GOAL OF THE EXERCISE. Below are some entries. Copy each line in them that holds "pixels".

___ LISTED RECORDS ___

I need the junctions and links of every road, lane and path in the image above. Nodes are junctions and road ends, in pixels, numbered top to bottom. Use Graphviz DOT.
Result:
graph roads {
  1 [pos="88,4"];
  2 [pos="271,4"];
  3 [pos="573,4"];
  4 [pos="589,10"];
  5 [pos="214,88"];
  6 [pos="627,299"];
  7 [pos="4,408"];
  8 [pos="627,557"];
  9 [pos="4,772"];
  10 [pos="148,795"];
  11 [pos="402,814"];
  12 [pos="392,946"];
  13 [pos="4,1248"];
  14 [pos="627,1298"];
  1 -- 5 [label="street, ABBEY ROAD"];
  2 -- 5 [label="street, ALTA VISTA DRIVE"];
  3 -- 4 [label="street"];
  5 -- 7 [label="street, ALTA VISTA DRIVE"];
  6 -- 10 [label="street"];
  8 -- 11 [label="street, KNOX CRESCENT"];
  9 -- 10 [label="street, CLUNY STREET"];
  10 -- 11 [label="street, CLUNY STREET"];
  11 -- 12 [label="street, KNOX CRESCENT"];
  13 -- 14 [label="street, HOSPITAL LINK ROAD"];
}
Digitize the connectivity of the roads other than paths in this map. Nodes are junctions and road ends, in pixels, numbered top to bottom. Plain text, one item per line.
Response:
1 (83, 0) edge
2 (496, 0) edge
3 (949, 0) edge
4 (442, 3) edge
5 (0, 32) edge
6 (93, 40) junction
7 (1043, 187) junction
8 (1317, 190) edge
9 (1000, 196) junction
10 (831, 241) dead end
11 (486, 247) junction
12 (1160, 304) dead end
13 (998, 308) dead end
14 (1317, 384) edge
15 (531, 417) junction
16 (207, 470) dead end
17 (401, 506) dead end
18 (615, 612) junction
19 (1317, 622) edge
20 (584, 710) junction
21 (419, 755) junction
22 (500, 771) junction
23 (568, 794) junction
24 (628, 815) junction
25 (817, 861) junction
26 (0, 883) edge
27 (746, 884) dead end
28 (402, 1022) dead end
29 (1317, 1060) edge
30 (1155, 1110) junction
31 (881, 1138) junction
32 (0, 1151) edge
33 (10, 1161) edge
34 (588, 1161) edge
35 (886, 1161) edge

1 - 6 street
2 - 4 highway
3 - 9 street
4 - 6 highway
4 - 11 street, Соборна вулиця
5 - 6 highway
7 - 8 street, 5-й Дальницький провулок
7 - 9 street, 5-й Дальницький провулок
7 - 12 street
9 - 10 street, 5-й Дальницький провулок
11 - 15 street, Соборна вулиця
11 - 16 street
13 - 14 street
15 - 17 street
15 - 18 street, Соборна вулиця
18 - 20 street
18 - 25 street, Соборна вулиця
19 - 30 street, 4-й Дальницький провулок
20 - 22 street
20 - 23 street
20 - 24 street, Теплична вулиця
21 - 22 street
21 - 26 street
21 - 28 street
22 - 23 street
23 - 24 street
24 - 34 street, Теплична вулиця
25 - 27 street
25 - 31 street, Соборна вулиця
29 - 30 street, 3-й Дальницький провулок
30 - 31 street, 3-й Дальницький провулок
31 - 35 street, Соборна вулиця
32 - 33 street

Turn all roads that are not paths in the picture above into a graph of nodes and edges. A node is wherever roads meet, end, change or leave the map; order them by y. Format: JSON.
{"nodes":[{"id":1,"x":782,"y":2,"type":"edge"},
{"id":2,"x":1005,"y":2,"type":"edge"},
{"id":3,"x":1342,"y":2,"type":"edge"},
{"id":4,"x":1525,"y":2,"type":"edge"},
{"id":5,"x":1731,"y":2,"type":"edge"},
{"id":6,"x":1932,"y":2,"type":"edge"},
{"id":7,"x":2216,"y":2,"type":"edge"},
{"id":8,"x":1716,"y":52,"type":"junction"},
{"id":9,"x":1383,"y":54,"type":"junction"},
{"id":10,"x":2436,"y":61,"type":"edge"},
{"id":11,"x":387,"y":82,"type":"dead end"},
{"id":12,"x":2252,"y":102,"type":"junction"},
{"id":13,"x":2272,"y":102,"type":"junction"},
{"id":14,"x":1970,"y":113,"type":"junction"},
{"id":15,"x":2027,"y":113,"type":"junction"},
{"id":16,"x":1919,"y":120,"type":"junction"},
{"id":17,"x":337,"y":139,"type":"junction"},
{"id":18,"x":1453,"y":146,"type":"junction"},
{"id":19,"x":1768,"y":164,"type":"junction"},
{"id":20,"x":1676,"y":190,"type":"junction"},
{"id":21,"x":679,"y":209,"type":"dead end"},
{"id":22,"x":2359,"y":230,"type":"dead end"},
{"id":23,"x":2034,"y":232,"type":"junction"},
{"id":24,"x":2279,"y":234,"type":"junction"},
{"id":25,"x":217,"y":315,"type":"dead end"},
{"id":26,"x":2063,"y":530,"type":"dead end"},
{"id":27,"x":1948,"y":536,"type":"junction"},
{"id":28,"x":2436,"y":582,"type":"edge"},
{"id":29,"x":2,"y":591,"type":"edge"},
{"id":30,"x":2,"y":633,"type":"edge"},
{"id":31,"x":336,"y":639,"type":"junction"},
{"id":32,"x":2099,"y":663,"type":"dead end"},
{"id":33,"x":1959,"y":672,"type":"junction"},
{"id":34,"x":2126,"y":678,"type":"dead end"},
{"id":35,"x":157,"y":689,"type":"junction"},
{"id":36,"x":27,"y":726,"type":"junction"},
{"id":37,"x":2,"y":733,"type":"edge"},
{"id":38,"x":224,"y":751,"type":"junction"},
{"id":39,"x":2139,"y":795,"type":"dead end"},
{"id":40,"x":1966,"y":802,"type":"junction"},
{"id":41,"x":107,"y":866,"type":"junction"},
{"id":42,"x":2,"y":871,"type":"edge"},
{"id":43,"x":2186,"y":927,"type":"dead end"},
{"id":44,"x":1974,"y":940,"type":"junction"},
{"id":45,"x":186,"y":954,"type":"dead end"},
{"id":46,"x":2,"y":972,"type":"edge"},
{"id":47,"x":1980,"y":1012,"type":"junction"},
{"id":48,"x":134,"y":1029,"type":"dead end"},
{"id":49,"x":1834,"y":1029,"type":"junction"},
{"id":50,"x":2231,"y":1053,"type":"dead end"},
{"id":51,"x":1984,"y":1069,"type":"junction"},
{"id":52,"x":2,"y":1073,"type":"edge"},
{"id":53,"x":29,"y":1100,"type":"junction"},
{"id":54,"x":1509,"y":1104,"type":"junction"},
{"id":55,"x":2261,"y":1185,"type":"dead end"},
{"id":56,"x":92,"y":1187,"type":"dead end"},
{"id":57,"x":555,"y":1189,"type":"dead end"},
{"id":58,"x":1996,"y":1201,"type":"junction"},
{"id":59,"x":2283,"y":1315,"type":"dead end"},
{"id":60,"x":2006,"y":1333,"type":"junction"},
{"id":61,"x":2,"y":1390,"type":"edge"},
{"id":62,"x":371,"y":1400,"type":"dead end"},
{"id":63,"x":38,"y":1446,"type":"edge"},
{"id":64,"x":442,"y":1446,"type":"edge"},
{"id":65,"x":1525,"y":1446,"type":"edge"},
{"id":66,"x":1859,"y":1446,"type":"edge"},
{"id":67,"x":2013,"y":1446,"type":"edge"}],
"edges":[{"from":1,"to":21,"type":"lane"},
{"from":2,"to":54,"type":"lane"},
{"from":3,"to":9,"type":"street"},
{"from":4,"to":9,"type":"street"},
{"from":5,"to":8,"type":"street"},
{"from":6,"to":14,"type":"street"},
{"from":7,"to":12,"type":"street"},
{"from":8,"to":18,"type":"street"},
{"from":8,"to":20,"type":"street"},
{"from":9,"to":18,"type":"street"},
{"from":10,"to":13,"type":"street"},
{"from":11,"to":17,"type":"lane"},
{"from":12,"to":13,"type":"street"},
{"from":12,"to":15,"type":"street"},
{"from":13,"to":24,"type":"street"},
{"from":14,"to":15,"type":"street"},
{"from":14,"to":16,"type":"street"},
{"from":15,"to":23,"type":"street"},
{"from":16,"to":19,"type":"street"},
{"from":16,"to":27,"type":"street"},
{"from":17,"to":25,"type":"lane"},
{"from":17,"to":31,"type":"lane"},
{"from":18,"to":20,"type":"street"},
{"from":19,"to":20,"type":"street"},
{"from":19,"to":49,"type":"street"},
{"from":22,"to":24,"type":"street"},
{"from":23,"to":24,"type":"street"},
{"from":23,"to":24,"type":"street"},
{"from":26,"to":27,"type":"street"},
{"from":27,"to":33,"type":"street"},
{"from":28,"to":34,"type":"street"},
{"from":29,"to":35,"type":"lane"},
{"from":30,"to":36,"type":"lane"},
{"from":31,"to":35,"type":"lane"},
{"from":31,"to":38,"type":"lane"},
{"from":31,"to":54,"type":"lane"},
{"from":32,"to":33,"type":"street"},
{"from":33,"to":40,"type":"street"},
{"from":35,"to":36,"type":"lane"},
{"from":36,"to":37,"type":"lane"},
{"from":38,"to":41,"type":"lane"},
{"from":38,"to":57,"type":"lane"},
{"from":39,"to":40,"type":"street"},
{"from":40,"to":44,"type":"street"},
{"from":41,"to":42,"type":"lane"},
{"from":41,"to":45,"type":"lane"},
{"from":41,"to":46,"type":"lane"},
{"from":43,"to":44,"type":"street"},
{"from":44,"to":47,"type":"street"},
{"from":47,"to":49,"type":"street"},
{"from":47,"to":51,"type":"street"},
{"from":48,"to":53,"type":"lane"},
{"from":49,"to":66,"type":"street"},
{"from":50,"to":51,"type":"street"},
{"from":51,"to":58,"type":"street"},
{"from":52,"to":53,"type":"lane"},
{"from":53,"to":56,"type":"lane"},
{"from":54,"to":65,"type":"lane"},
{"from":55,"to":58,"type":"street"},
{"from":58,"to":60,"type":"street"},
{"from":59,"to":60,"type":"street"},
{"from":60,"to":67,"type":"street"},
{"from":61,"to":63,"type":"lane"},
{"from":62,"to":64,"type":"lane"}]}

___

TASK OUTPUT.
I need the junctions and links of every road, lane and path in the image above. Nodes are junctions and road ends, in pixels, numbered top to bottom. Use Graphviz DOT.
Digitize the connectivity of the roads other than paths in this map. Nodes are junctions and road ends, in pixels, numbered top to bottom. Plain text, one item per line.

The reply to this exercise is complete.